高校を卒業すると僕は仙台から上京した。仙台での大道塾最後の練習の日。東先生が僕を呼んで話をしてくれた。

「東京に行っても空手を続けるんだぞ」

「お前は絶対に続けたほうが良い」

「まだ東京には大道塾はない。そのうち作るつもりだ」

「それまで東京で練習してるんだ」

「よかったら極真の本部に通うと良いぞ。あそこに行けば強くなれるぞ」

「それでここ(大道塾)にいたことは言わないでおけ」

当時はまだ極真会館と大道塾の関係は良くない時代。だから東先生はそんな事を言ってくれたのだろう。その言葉の持っている意味の深さや、東先生の度量の深さはまだ10代だった僕にもすぐに分かった。

僕はもうすぐ上京する。東北の仙台にも春がそこまで来ていた。窓の外の日差しの暖かさや、その空気の感じをいまだに思い出せる。東先生の気持ちは春の日差しよりも僕には温かい何かをくれた。東先生は話を続けた。

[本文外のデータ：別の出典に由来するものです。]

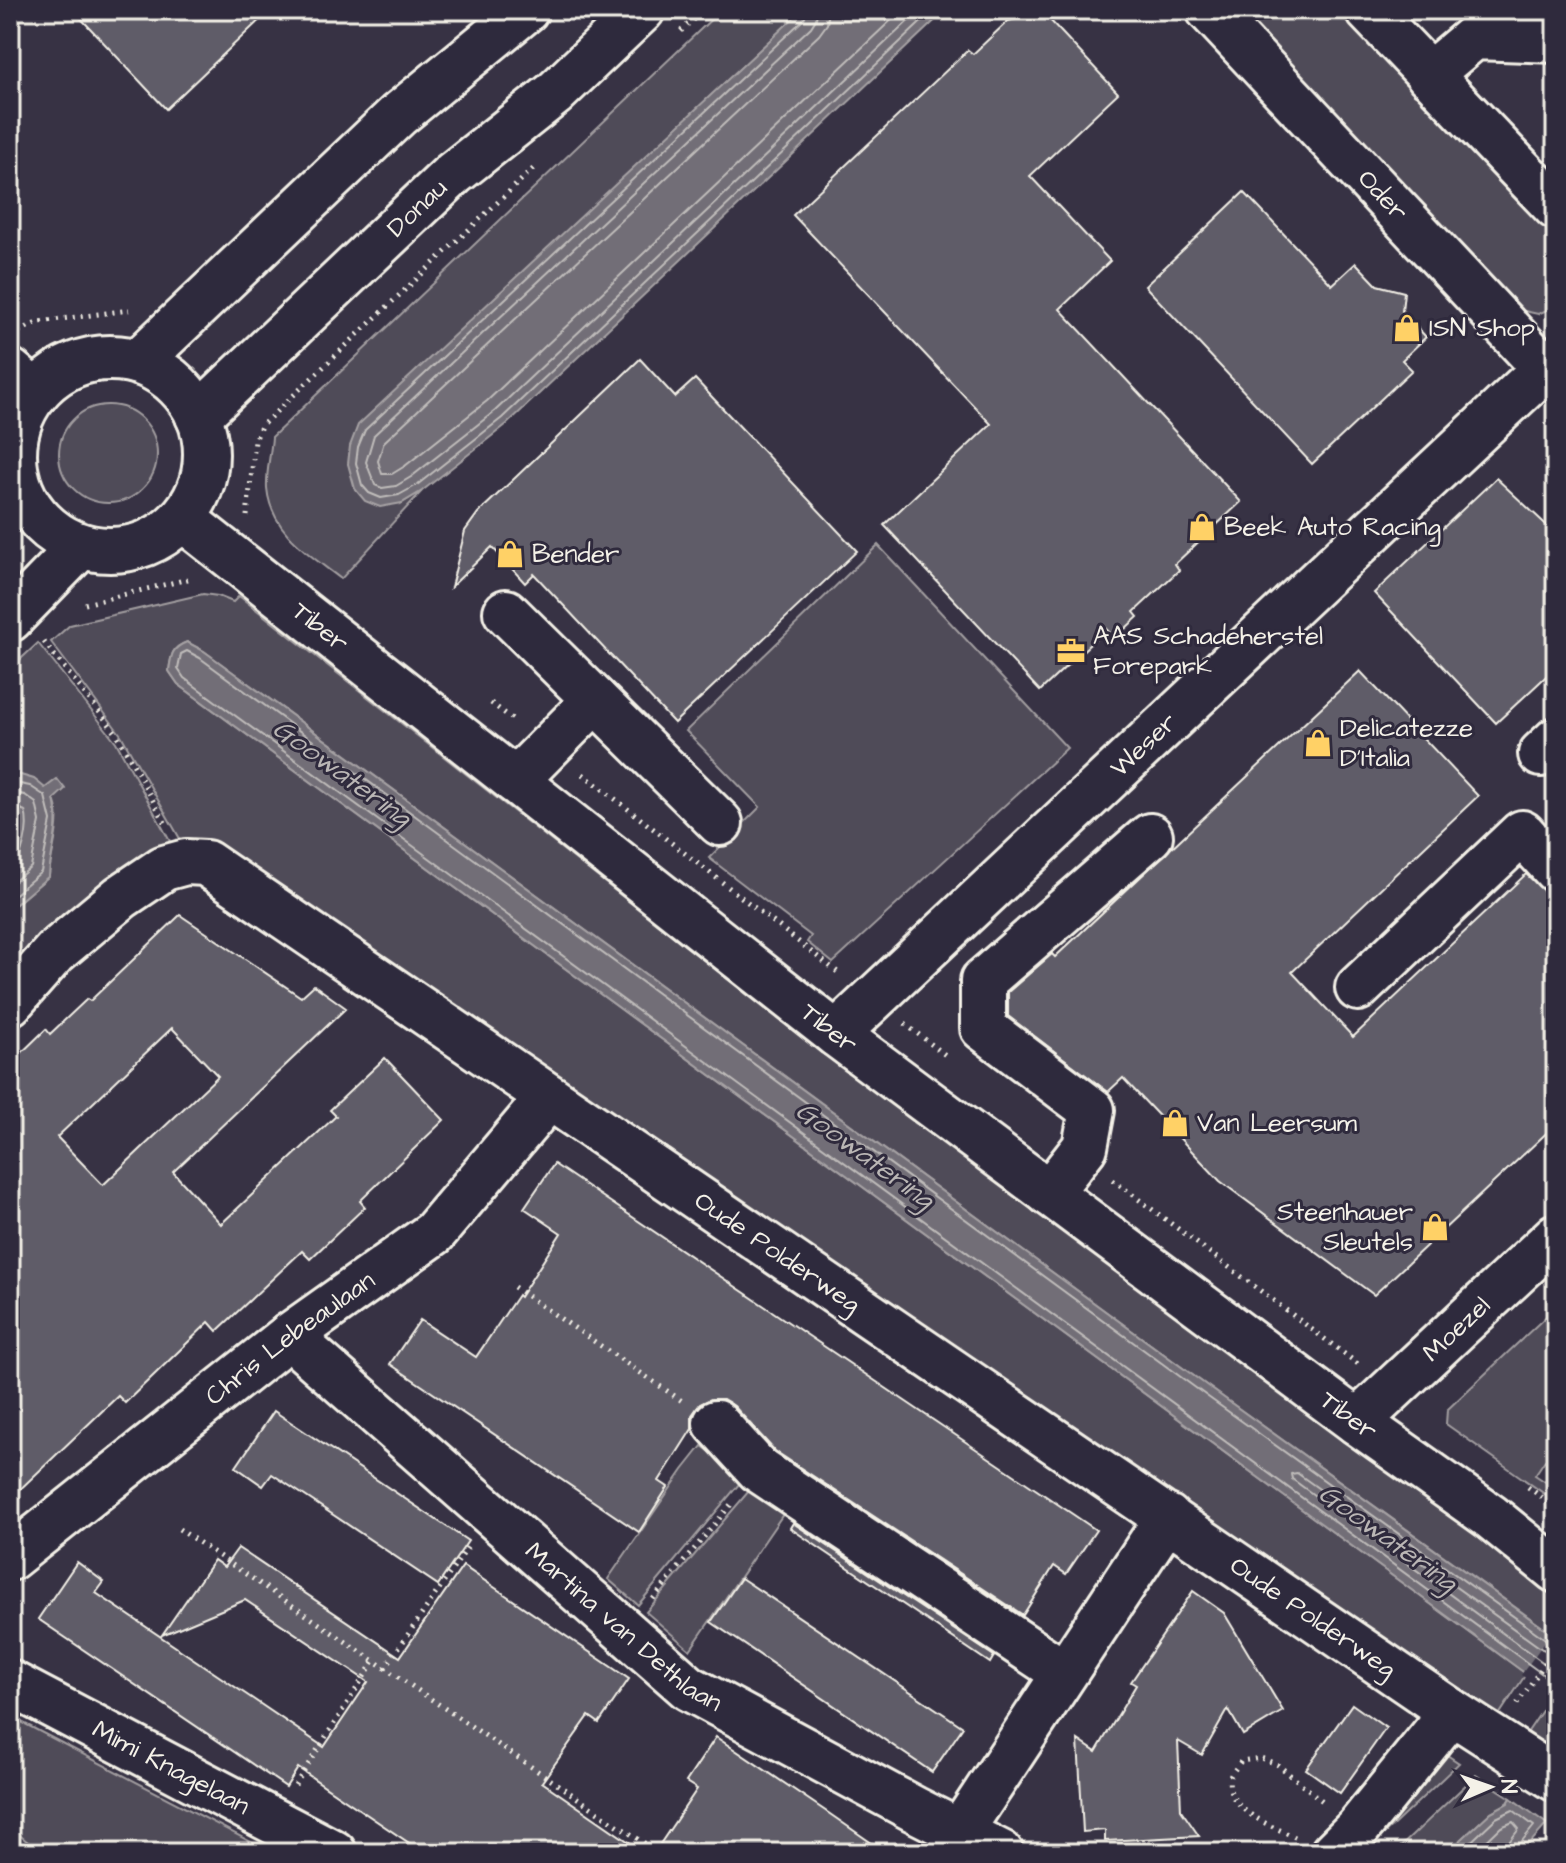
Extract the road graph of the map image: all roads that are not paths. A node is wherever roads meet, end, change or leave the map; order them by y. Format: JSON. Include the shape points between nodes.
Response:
{"nodes":[{"id":1,"x":526,"y":10,"type":"edge"},
{"id":2,"x":642,"y":10,"type":"edge"},
{"id":3,"x":1209,"y":10,"type":"edge"},
{"id":4,"x":1368,"y":10,"type":"edge"},
{"id":5,"x":1556,"y":40,"type":"edge"},
{"id":6,"x":1429,"y":75,"type":"junction"},
{"id":7,"x":1556,"y":207,"type":"edge"},
{"id":8,"x":138,"y":362,"type":"junction"},
{"id":9,"x":1552,"y":369,"type":"edge"},
{"id":10,"x":23,"y":382,"type":"edge"},
{"id":11,"x":198,"y":416,"type":"junction"},
{"id":12,"x":16,"y":500,"type":"edge"},
{"id":13,"x":182,"y":518,"type":"junction"},
{"id":14,"x":81,"y":546,"type":"junction"},
{"id":15,"x":506,"y":612,"type":"dead end"},
{"id":16,"x":24,"y":627,"type":"edge"},
{"id":17,"x":595,"y":700,"type":"junction"},
{"id":18,"x":515,"y":781,"type":"junction"},
{"id":19,"x":720,"y":823,"type":"dead end"},
{"id":20,"x":1150,"y":836,"type":"dead end"},
{"id":21,"x":1038,"y":845,"type":"junction"},
{"id":22,"x":1556,"y":870,"type":"edge"},
{"id":23,"x":1086,"y":892,"type":"junction"},
{"id":24,"x":1358,"y":988,"type":"dead end"},
{"id":25,"x":10,"y":1003,"type":"edge"},
{"id":26,"x":836,"y":1034,"type":"junction"},
{"id":27,"x":549,"y":1097,"type":"junction"},
{"id":28,"x":1049,"y":1193,"type":"junction"},
{"id":29,"x":1556,"y":1236,"type":"edge"},
{"id":30,"x":289,"y":1336,"type":"junction"},
{"id":31,"x":1357,"y":1422,"type":"junction"},
{"id":32,"x":716,"y":1423,"type":"road end"},
{"id":33,"x":1168,"y":1517,"type":"junction"},
{"id":34,"x":1491,"y":1517,"type":"junction"},
{"id":35,"x":1556,"y":1541,"type":"edge"},
{"id":36,"x":10,"y":1558,"type":"edge"},
{"id":37,"x":1556,"y":1570,"type":"edge"},
{"id":38,"x":1064,"y":1673,"type":"junction"},
{"id":39,"x":10,"y":1683,"type":"edge"},
{"id":40,"x":1452,"y":1712,"type":"junction"},
{"id":41,"x":1556,"y":1779,"type":"edge"},
{"id":42,"x":960,"y":1832,"type":"junction"},
{"id":43,"x":1331,"y":1841,"type":"edge"},
{"id":44,"x":334,"y":1853,"type":"edge"},
{"id":45,"x":1001,"y":1853,"type":"edge"}],
"edges":[{"from":1,"to":8,"type":"street","via":[[398,115]]},
{"from":2,"to":11,"type":"street","name":"Donau","via":[[554,94],[453,174]]},
{"from":3,"to":9,"type":"street","name":"Oder"},
{"from":4,"to":6,"type":"street"},
{"from":5,"to":6,"type":"street","via":[[1474,37]]},
{"from":6,"to":7,"type":"street"},
{"from":8,"to":10,"type":"street","via":[[82,362]]},
{"from":8,"to":11,"type":"street","via":[[184,392]]},
{"from":9,"to":21,"type":"street","name":"Weser"},
{"from":10,"to":12,"type":"street","via":[[15,441]]},
{"from":11,"to":13,"type":"street","via":[[205,467],[198,493]]},
{"from":12,"to":14,"type":"street","via":[[57,535]]},
{"from":13,"to":14,"type":"street","via":[[138,546],[110,551]]},
{"from":13,"to":18,"type":"street","name":"Tiber"},
{"from":14,"to":16,"type":"street"},
{"from":15,"to":17,"type":"street"},
{"from":17,"to":18,"type":"street"},
{"from":17,"to":19,"type":"street"},
{"from":18,"to":26,"type":"street","name":"Tiber"},
{"from":20,"to":23,"type":"street"},
{"from":21,"to":23,"type":"street"},
{"from":21,"to":26,"type":"street","name":"Weser"},
{"from":22,"to":24,"type":"street","via":[[1522,833]]},
{"from":23,"to":28,"type":"street","via":[[983,981],[983,1028],[1092,1110],[1085,1147]]},
{"from":25,"to":27,"type":"street","name":"Oude Polderweg","via":[[55,952],[121,897],[164,868],[206,863]]},
{"from":26,"to":28,"type":"street","name":"Tiber"},
{"from":27,"to":30,"type":"street","name":"Chris Lebeaulaan","via":[[434,1233]]},
{"from":27,"to":33,"type":"street","name":"Oude Polderweg"},
{"from":28,"to":31,"type":"street","name":"Tiber"},
{"from":29,"to":31,"type":"street","name":"Moezel"},
{"from":30,"to":36,"type":"street","name":"Chris Lebeaulaan"},
{"from":30,"to":42,"type":"street","name":"Martina van Dethlaan","via":[[689,1688]]},
{"from":31,"to":34,"type":"street","name":"Tiber"},
{"from":32,"to":38,"type":"street","via":[[759,1470]]},
{"from":33,"to":38,"type":"street"},
{"from":33,"to":40,"type":"street","name":"Oude Polderweg"},
{"from":34,"to":35,"type":"street","name":"Tiber"},
{"from":34,"to":37,"type":"street","name":"Tiber"},
{"from":38,"to":42,"type":"street"},
{"from":39,"to":44,"type":"street","name":"Mimi Knagelaan"},
{"from":40,"to":41,"type":"street","name":"Oude Polderweg"},
{"from":40,"to":43,"type":"street"},
{"from":42,"to":45,"type":"street","name":"Martina van Dethlaan"}]}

「極真の本部は強くなれる。大道塾が出来るまで行くのは良いぞ。それでな、もしもお前が本部を気に入って強くなったら、その時はそれでも良い。本部にいても構わない。空手を続けろよ」

あの言葉の重みは、あれから30年近く経っても僕の中から消えない。自分が道場を持つようになってから、消えるどころかもっともっと大きくなった。あの日から東先生はずーっと僕の先生のままだ。あれからたくさんの格闘技をやってきた僕の中で、空手は特別な存在だ。特別な存在には意味がある。その意味を東先生がくれた。